Despite all this Qelbinur felt her situation compared favorably with that in the south of the region, where most of the men had been taken to camps and women and their daughters were easy prey for men who were far from their own wives, some for months, even years at a time.
One of her friends returned from her stint in a remote village, where she had been billeted with eight Han Chinese male cadres who had been sent from inner China, and over dinner one night she recounted a catalogue of ill treatment and physical beatings meted out by these so-called volunteers when they were trying to teach Chinese to village children.

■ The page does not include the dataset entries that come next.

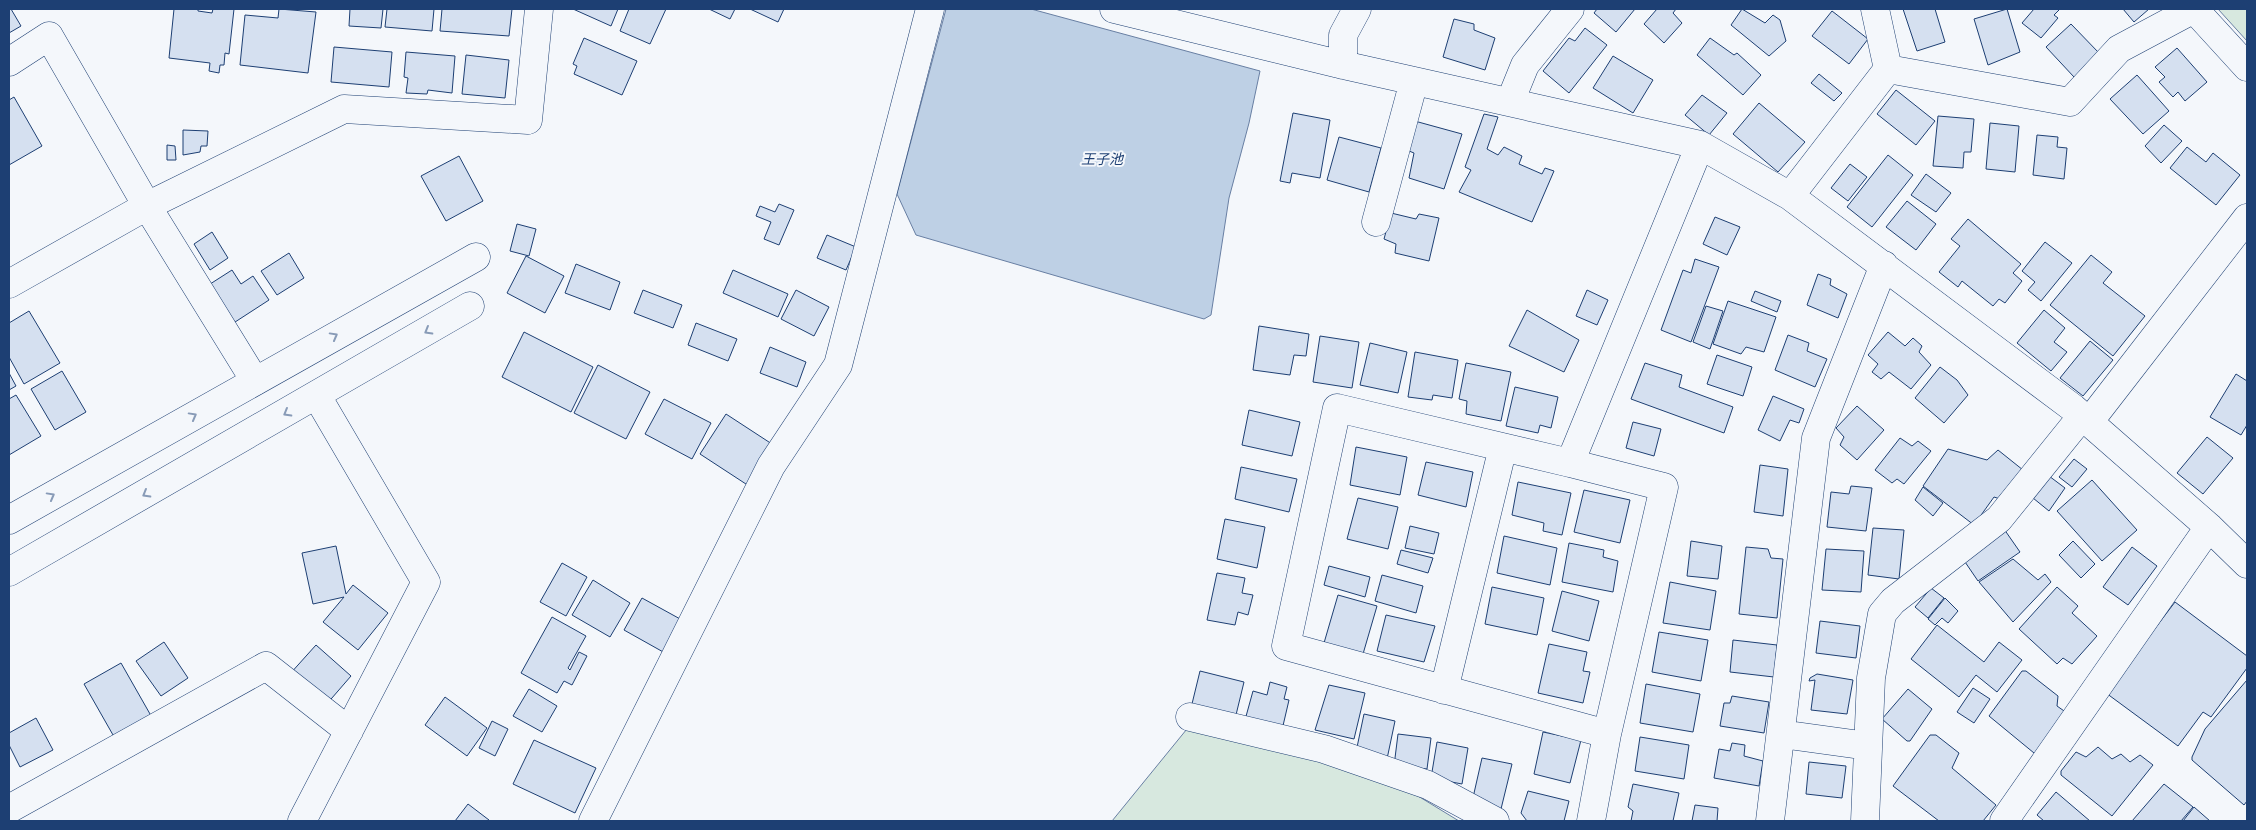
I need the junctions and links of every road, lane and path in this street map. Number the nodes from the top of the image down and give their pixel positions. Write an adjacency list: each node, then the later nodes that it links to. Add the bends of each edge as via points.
1 (539, 9): 15 (street, via 528,120 344,109)
2 (930, 9): 39 (street, via 838,365 771,466)
3 (1114, 9): 8 (street)
4 (1357, 9): 8 (street, via 1343,35)
5 (1570, 9): 12 (street, via 1525,66)
6 (1874, 9): 10 (street)
7 (9, 62): 15 (street, via 49,36)
8 (1343, 65): 11 (street)
9 (2247, 67): 10 (street, via 2194,10 2119,49 2070,102)
10 (1888, 68): 14 (street)
11 (1414, 80): 12 (street); 17 (street)
12 (1510, 102): 13 (street)
13 (1700, 145): 14 (street); 26 (street)
14 (1790, 196): 19 (street)
15 (148, 206): 20 (street); 22 (street)
16 (2247, 218): 24 (street)
17 (1376, 222)
18 (476, 257): 22 (street, one-way to 18)
19 (1884, 265): 24 (street); 35 (street, via 1816,438)
20 (9, 284)
21 (470, 306): 23 (street, one-way to 23)
22 (254, 381): 27 (street, one-way to 22)
23 (317, 396): 30 (street, one-way to 30); 33 (street, via 426,582)
24 (2085, 419): 28 (street); 36 (street, via 1999,519 1893,601 1882,614 1871,678)
25 (1503, 447): 26 (street); 31 (street); 31 (street, via 1337,408 1286,646)
26 (1570, 463): 34 (street, via 1664,487)
27 (9, 520)
28 (2210, 527): 29 (street); 44 (street)
29 (2247, 564)
30 (9, 572)
31 (1444, 690): 34 (street)
32 (1190, 717): 40 (street, via 1324,749 1428,785)
33 (349, 731): 37 (street, via 266,666); 38 (street)
34 (1607, 734): 41 (street)
35 (1780, 734): 36 (street); 42 (street)
36 (1868, 746): 43 (street)
37 (9, 809)
38 (302, 821)
39 (593, 821)
40 (1495, 821)
41 (1590, 821)
42 (1770, 821)
43 (1865, 821)
44 (2004, 821)

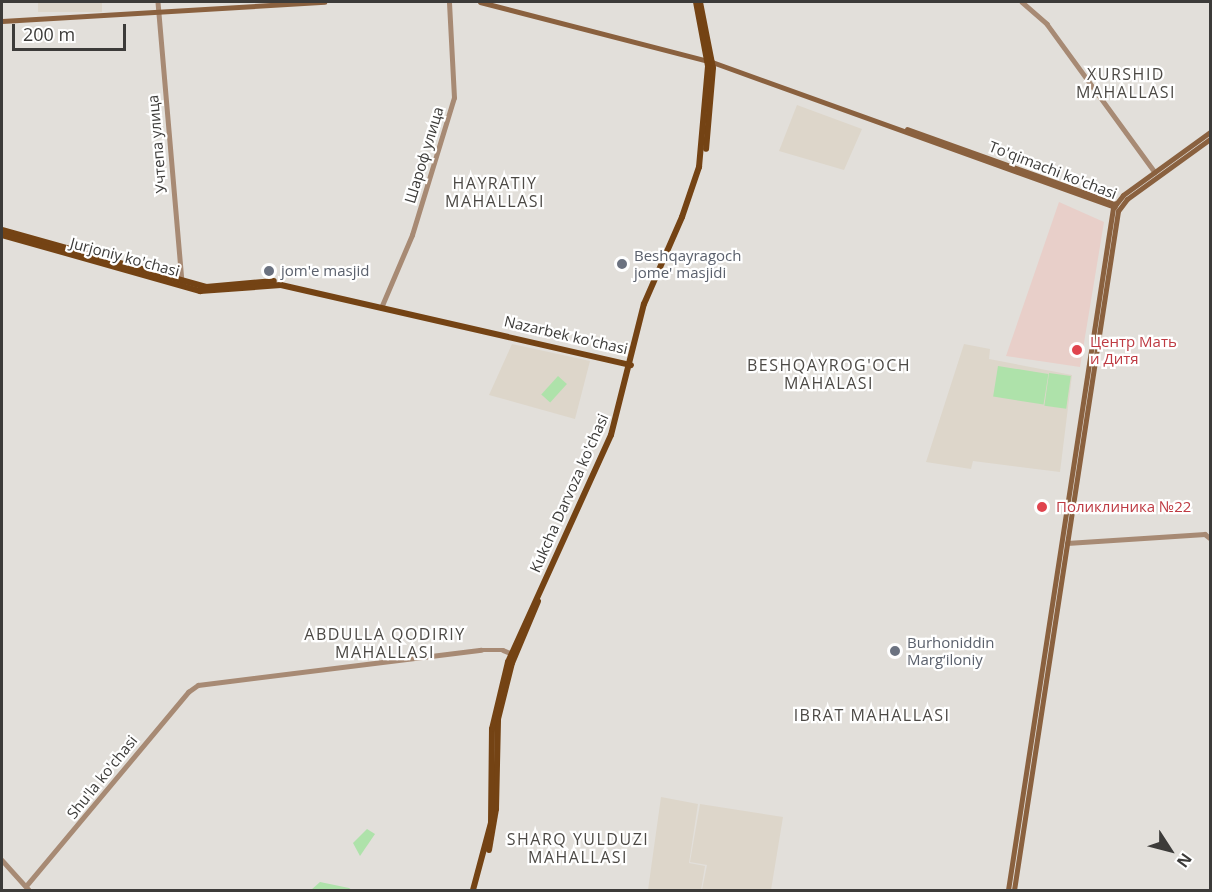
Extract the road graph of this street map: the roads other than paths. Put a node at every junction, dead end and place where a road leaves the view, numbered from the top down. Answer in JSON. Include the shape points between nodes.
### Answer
{"nodes":[{"id":1,"x":159,"y":2,"type":"edge"},
{"id":2,"x":324,"y":2,"type":"edge"},
{"id":3,"x":450,"y":2,"type":"edge"},
{"id":4,"x":480,"y":2,"type":"edge"},
{"id":5,"x":698,"y":2,"type":"edge"},
{"id":6,"x":1022,"y":2,"type":"edge"},
{"id":7,"x":159,"y":13,"type":"junction"},
{"id":8,"x":2,"y":21,"type":"edge"},
{"id":9,"x":710,"y":61,"type":"junction"},
{"id":10,"x":1210,"y":132,"type":"edge"},
{"id":11,"x":1210,"y":139,"type":"edge"},
{"id":12,"x":1155,"y":172,"type":"junction"},
{"id":13,"x":1116,"y":206,"type":"junction"},
{"id":14,"x":2,"y":230,"type":"edge"},
{"id":15,"x":2,"y":236,"type":"edge"},
{"id":16,"x":182,"y":283,"type":"junction"},
{"id":17,"x":243,"y":286,"type":"joint"},
{"id":18,"x":381,"y":307,"type":"junction"},
{"id":19,"x":632,"y":363,"type":"junction"},
{"id":20,"x":1210,"y":538,"type":"edge"},
{"id":21,"x":1064,"y":543,"type":"junction"},
{"id":22,"x":513,"y":654,"type":"junction"},
{"id":23,"x":2,"y":860,"type":"edge"},
{"id":24,"x":28,"y":888,"type":"edge"},
{"id":25,"x":475,"y":891,"type":"edge"},
{"id":26,"x":1008,"y":891,"type":"edge"},
{"id":27,"x":1014,"y":891,"type":"edge"}],
"edges":[{"from":1,"to":7,"type":"street","name":"Учтепа улица"},
{"from":2,"to":7,"type":"main road"},
{"from":3,"to":18,"type":"street","name":"Шароф улица","via":[[454,98],[412,235]]},
{"from":4,"to":9,"type":"main road","name":"To'qimachi ko'chasi"},
{"from":5,"to":9,"type":"main road","name":"Kukcha Darvoza ko'chasi"},
{"from":6,"to":12,"type":"street","via":[[1047,24]]},
{"from":7,"to":8,"type":"main road"},
{"from":7,"to":16,"type":"street","name":"Учтепа улица"},
{"from":9,"to":13,"type":"main road","name":"To'qimachi ko'chasi"},
{"from":9,"to":19,"type":"main road","name":"Kukcha Darvoza ko'chasi","via":[[699,167],[682,218],[644,304]]},
{"from":10,"to":12,"type":"main road"},
{"from":11,"to":13,"type":"main road"},
{"from":12,"to":13,"type":"main road"},
{"from":13,"to":21,"type":"main road"},
{"from":14,"to":16,"type":"main road","name":"Jurjoniy ko'chasi"},
{"from":15,"to":16,"type":"main road","name":"Jurjoniy ko'chasi"},
{"from":16,"to":17,"type":"main road","name":"Jurjoniy ko'chasi","via":[[213,292]]},
{"from":17,"to":18,"type":"main road","name":"Nazarbek ko'chasi","via":[[281,285]]},
{"from":18,"to":19,"type":"main road","name":"Nazarbek ko'chasi"},
{"from":19,"to":22,"type":"main road","name":"Kukcha Darvoza ko'chasi","via":[[611,435]]},
{"from":20,"to":21,"type":"street","via":[[1205,534]]},
{"from":21,"to":26,"type":"main road"},
{"from":21,"to":27,"type":"main road"},
{"from":22,"to":24,"type":"street","name":"Shu'la ko'chasi","via":[[481,650],[198,685]]},
{"from":22,"to":25,"type":"main road","name":"Kukcha Darvoza ko'chasi","via":[[492,729],[491,823]]},
{"from":23,"to":24,"type":"street"}]}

But this was mild compared with what followed. When the cadres used to get together to compare notes, the Chinese men would be in ecstasy over their exploits with village girls at night. “They never actually told my friend that they raped the girls, but the rapturous way they compared girls back home with these ‘compliant beauties’ spoke for itself,” said Qelbinur. Her friend told her how the male “relatives” gleefully and proudly recounted taking the daughters of their families upstairs in turns through the evenings and meeting no opposition. “How could they resist?” she complained. “Their fathers, brothers, and mothers were all in camps. They were powerless to repel the men and were terrified themselves of being taken away,” she said bitterly.
Sexual harassment and rape had become so commonplace in the capital Urumqi under this scheme that safeguards were later introduced billeting groups of three Uyghur women to one Han “relative.” But as far as Qelbinur knew, this scheme was never rolled out to the south. “I dread to think of what continued to happen to those poor women,” she said.
And as for Qelbinur, despite being safe in Europe, she has not been left alone. In spite of having a six-month visa, one month after her arrival she started receiving calls from the Chinese police and her school. “When are you coming back? Haven’t you been there long enough?” They would badger. By February, she was told her pension would stop if she was not back by March 1st. She received an angry call from her husband around that time telling her he had had enough of being hounded by the authorities because of her. Then silence until May when an outraged husband called her and told her he had divorced her according to Islamic law. “You are no wife of mine,” he yelled. He was being pursued by the police and family planning representative to discover what had become of her IUD. He had had enough and wanted rid of her.
Then just last week, out of the blue, the same family planning official called her and bombarded her with questions about her IUD. Where was it inserted? Which hospital? Did she have a copy of the certificate of insertion? If not, why not? Where was it? Did she still have the IUD now? If not when and where was it removed? Which hospital and more importantly which doctor dared to remove it without permission?
She knew truthful answers to these questions could incriminate many people and that doctors who removed IUD’s were taken to camps. She fobbed them off and put down the phone. “I am never free of them,” she says ruefully.
She lives still, as do millions of other Uyghur women, with lifelong scars inflicted by these very same savage birth control methods which for her had been distressing from day one. Her sleepless nights and long, painful days are full of flashbacks that so far time has not erased. She is writing a book. She says she will never stop speaking out and telling the world the secrets the CCP is determined to keep to itself, if only in part to lift the weight of those memories which cling unbearably to her.